> Assigned task
Write out every entry again exactly as it stands.

(Records from a data collection)
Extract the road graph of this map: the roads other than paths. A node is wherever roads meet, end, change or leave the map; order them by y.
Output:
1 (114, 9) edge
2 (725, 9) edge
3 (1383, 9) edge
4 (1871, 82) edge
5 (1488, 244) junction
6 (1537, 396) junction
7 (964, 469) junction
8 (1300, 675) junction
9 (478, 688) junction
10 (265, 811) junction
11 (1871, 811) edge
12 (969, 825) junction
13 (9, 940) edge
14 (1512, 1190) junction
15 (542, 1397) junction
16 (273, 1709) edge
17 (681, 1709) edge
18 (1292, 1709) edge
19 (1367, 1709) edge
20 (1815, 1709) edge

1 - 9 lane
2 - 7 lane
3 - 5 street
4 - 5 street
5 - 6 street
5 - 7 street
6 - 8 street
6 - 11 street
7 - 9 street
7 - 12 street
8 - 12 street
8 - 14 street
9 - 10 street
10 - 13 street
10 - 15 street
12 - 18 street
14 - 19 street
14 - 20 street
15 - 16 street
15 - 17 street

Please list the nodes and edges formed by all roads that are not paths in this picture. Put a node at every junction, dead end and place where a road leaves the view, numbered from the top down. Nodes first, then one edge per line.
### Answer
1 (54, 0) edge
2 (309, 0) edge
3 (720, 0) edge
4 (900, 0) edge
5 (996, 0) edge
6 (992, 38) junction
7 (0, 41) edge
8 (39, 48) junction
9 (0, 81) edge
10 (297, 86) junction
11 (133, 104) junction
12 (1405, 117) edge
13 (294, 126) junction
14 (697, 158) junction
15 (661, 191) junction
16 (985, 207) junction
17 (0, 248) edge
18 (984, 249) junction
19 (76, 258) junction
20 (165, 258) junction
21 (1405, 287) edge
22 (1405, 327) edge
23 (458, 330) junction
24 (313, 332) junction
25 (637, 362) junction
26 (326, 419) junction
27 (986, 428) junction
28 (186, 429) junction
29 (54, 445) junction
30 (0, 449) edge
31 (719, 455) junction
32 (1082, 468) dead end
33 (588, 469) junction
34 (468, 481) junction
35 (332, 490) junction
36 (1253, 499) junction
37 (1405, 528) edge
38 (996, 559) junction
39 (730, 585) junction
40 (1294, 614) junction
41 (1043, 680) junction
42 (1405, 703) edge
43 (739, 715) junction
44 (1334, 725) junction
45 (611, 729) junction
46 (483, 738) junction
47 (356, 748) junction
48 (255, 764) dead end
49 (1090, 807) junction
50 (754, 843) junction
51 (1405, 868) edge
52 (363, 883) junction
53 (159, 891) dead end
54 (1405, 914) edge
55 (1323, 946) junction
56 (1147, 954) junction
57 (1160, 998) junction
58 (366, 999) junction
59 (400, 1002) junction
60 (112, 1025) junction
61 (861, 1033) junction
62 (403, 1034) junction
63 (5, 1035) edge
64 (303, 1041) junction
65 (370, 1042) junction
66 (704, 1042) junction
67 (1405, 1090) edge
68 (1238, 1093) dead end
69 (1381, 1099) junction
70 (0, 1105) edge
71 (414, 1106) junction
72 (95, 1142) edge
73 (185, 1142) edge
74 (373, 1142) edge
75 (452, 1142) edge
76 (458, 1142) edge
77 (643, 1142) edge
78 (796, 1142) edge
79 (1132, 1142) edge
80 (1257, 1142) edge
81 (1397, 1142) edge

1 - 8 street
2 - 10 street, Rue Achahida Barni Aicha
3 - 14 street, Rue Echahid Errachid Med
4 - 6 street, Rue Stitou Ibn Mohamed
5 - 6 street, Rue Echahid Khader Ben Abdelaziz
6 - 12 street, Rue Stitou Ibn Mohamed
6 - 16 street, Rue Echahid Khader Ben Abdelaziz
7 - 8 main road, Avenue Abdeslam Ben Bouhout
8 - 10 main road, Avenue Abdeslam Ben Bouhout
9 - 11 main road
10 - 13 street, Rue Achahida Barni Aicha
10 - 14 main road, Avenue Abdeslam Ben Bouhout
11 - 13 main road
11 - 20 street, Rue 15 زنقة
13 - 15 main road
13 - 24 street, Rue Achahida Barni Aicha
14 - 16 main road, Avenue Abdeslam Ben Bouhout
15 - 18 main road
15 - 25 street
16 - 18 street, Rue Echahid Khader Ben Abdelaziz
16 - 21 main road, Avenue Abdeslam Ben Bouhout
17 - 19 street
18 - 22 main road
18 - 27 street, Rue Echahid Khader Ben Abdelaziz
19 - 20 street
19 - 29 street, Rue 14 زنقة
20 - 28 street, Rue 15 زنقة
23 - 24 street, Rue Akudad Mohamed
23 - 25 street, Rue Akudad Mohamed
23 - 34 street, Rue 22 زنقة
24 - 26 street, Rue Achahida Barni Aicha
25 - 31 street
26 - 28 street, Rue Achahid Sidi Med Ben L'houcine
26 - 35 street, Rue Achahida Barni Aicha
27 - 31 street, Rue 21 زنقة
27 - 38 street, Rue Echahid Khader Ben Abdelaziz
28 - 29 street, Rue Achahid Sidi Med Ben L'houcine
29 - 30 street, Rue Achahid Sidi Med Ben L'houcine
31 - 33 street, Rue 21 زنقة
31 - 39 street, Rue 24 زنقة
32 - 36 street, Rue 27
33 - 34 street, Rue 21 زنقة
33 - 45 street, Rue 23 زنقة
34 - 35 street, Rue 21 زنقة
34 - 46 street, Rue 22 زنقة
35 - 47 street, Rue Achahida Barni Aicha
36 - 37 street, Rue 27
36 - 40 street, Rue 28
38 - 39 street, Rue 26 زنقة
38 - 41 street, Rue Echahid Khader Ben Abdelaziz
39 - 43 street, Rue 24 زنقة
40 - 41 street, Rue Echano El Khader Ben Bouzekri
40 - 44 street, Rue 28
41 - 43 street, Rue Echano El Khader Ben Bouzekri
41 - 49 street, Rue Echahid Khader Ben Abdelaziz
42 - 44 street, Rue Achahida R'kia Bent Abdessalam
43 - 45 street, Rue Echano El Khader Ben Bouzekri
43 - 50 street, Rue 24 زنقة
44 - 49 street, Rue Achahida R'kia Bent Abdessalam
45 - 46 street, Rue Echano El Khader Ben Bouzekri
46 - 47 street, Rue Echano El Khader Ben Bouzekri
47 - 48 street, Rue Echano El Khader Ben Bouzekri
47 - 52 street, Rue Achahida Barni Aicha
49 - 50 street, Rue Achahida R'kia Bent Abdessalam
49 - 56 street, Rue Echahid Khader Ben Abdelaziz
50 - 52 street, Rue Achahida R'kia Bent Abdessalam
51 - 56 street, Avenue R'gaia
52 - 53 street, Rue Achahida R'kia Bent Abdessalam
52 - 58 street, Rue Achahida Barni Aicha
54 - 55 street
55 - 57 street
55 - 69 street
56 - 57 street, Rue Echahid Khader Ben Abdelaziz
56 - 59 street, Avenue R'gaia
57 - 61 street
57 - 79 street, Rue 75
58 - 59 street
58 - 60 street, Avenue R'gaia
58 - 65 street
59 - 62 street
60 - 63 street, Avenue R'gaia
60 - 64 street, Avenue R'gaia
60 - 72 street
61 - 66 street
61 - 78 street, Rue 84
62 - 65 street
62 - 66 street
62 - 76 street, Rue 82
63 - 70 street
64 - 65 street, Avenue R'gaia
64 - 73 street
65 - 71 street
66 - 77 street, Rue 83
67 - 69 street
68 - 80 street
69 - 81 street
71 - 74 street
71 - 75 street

> Answer to this problem
Extract the road graph of this map: the roads other than paths. A node is wherever roads meet, end, change or leave the map; order them by y.
Output:
1 (114, 9) edge
2 (725, 9) edge
3 (1383, 9) edge
4 (1871, 82) edge
5 (1488, 244) junction
6 (1537, 396) junction
7 (964, 469) junction
8 (1300, 675) junction
9 (478, 688) junction
10 (265, 811) junction
11 (1871, 811) edge
12 (969, 825) junction
13 (9, 940) edge
14 (1512, 1190) junction
15 (542, 1397) junction
16 (273, 1709) edge
17 (681, 1709) edge
18 (1292, 1709) edge
19 (1367, 1709) edge
20 (1815, 1709) edge

1 - 9 lane
2 - 7 lane
3 - 5 street
4 - 5 street
5 - 6 street
5 - 7 street
6 - 8 street
6 - 11 street
7 - 9 street
7 - 12 street
8 - 12 street
8 - 14 street
9 - 10 street
10 - 13 street
10 - 15 street
12 - 18 street
14 - 19 street
14 - 20 street
15 - 16 street
15 - 17 street

Please list the nodes and edges formed by all roads that are not paths in this picture. Put a node at every junction, dead end and place where a road leaves the view, numbered from the top down. Nodes first, then one edge per line.
### Answer
1 (54, 0) edge
2 (309, 0) edge
3 (720, 0) edge
4 (900, 0) edge
5 (996, 0) edge
6 (992, 38) junction
7 (0, 41) edge
8 (39, 48) junction
9 (0, 81) edge
10 (297, 86) junction
11 (133, 104) junction
12 (1405, 117) edge
13 (294, 126) junction
14 (697, 158) junction
15 (661, 191) junction
16 (985, 207) junction
17 (0, 248) edge
18 (984, 249) junction
19 (76, 258) junction
20 (165, 258) junction
21 (1405, 287) edge
22 (1405, 327) edge
23 (458, 330) junction
24 (313, 332) junction
25 (637, 362) junction
26 (326, 419) junction
27 (986, 428) junction
28 (186, 429) junction
29 (54, 445) junction
30 (0, 449) edge
31 (719, 455) junction
32 (1082, 468) dead end
33 (588, 469) junction
34 (468, 481) junction
35 (332, 490) junction
36 (1253, 499) junction
37 (1405, 528) edge
38 (996, 559) junction
39 (730, 585) junction
40 (1294, 614) junction
41 (1043, 680) junction
42 (1405, 703) edge
43 (739, 715) junction
44 (1334, 725) junction
45 (611, 729) junction
46 (483, 738) junction
47 (356, 748) junction
48 (255, 764) dead end
49 (1090, 807) junction
50 (754, 843) junction
51 (1405, 868) edge
52 (363, 883) junction
53 (159, 891) dead end
54 (1405, 914) edge
55 (1323, 946) junction
56 (1147, 954) junction
57 (1160, 998) junction
58 (366, 999) junction
59 (400, 1002) junction
60 (112, 1025) junction
61 (861, 1033) junction
62 (403, 1034) junction
63 (5, 1035) edge
64 (303, 1041) junction
65 (370, 1042) junction
66 (704, 1042) junction
67 (1405, 1090) edge
68 (1238, 1093) dead end
69 (1381, 1099) junction
70 (0, 1105) edge
71 (414, 1106) junction
72 (95, 1142) edge
73 (185, 1142) edge
74 (373, 1142) edge
75 (452, 1142) edge
76 (458, 1142) edge
77 (643, 1142) edge
78 (796, 1142) edge
79 (1132, 1142) edge
80 (1257, 1142) edge
81 (1397, 1142) edge

1 - 8 street
2 - 10 street, Rue Achahida Barni Aicha
3 - 14 street, Rue Echahid Errachid Med
4 - 6 street, Rue Stitou Ibn Mohamed
5 - 6 street, Rue Echahid Khader Ben Abdelaziz
6 - 12 street, Rue Stitou Ibn Mohamed
6 - 16 street, Rue Echahid Khader Ben Abdelaziz
7 - 8 main road, Avenue Abdeslam Ben Bouhout
8 - 10 main road, Avenue Abdeslam Ben Bouhout
9 - 11 main road
10 - 13 street, Rue Achahida Barni Aicha
10 - 14 main road, Avenue Abdeslam Ben Bouhout
11 - 13 main road
11 - 20 street, Rue 15 زنقة
13 - 15 main road
13 - 24 street, Rue Achahida Barni Aicha
14 - 16 main road, Avenue Abdeslam Ben Bouhout
15 - 18 main road
15 - 25 street
16 - 18 street, Rue Echahid Khader Ben Abdelaziz
16 - 21 main road, Avenue Abdeslam Ben Bouhout
17 - 19 street
18 - 22 main road
18 - 27 street, Rue Echahid Khader Ben Abdelaziz
19 - 20 street
19 - 29 street, Rue 14 زنقة
20 - 28 street, Rue 15 زنقة
23 - 24 street, Rue Akudad Mohamed
23 - 25 street, Rue Akudad Mohamed
23 - 34 street, Rue 22 زنقة
24 - 26 street, Rue Achahida Barni Aicha
25 - 31 street
26 - 28 street, Rue Achahid Sidi Med Ben L'houcine
26 - 35 street, Rue Achahida Barni Aicha
27 - 31 street, Rue 21 زنقة
27 - 38 street, Rue Echahid Khader Ben Abdelaziz
28 - 29 street, Rue Achahid Sidi Med Ben L'houcine
29 - 30 street, Rue Achahid Sidi Med Ben L'houcine
31 - 33 street, Rue 21 زنقة
31 - 39 street, Rue 24 زنقة
32 - 36 street, Rue 27
33 - 34 street, Rue 21 زنقة
33 - 45 street, Rue 23 زنقة
34 - 35 street, Rue 21 زنقة
34 - 46 street, Rue 22 زنقة
35 - 47 street, Rue Achahida Barni Aicha
36 - 37 street, Rue 27
36 - 40 street, Rue 28
38 - 39 street, Rue 26 زنقة
38 - 41 street, Rue Echahid Khader Ben Abdelaziz
39 - 43 street, Rue 24 زنقة
40 - 41 street, Rue Echano El Khader Ben Bouzekri
40 - 44 street, Rue 28
41 - 43 street, Rue Echano El Khader Ben Bouzekri
41 - 49 street, Rue Echahid Khader Ben Abdelaziz
42 - 44 street, Rue Achahida R'kia Bent Abdessalam
43 - 45 street, Rue Echano El Khader Ben Bouzekri
43 - 50 street, Rue 24 زنقة
44 - 49 street, Rue Achahida R'kia Bent Abdessalam
45 - 46 street, Rue Echano El Khader Ben Bouzekri
46 - 47 street, Rue Echano El Khader Ben Bouzekri
47 - 48 street, Rue Echano El Khader Ben Bouzekri
47 - 52 street, Rue Achahida Barni Aicha
49 - 50 street, Rue Achahida R'kia Bent Abdessalam
49 - 56 street, Rue Echahid Khader Ben Abdelaziz
50 - 52 street, Rue Achahida R'kia Bent Abdessalam
51 - 56 street, Avenue R'gaia
52 - 53 street, Rue Achahida R'kia Bent Abdessalam
52 - 58 street, Rue Achahida Barni Aicha
54 - 55 street
55 - 57 street
55 - 69 street
56 - 57 street, Rue Echahid Khader Ben Abdelaziz
56 - 59 street, Avenue R'gaia
57 - 61 street
57 - 79 street, Rue 75
58 - 59 street
58 - 60 street, Avenue R'gaia
58 - 65 street
59 - 62 street
60 - 63 street, Avenue R'gaia
60 - 64 street, Avenue R'gaia
60 - 72 street
61 - 66 street
61 - 78 street, Rue 84
62 - 65 street
62 - 66 street
62 - 76 street, Rue 82
63 - 70 street
64 - 65 street, Avenue R'gaia
64 - 73 street
65 - 71 street
66 - 77 street, Rue 83
67 - 69 street
68 - 80 street
69 - 81 street
71 - 74 street
71 - 75 street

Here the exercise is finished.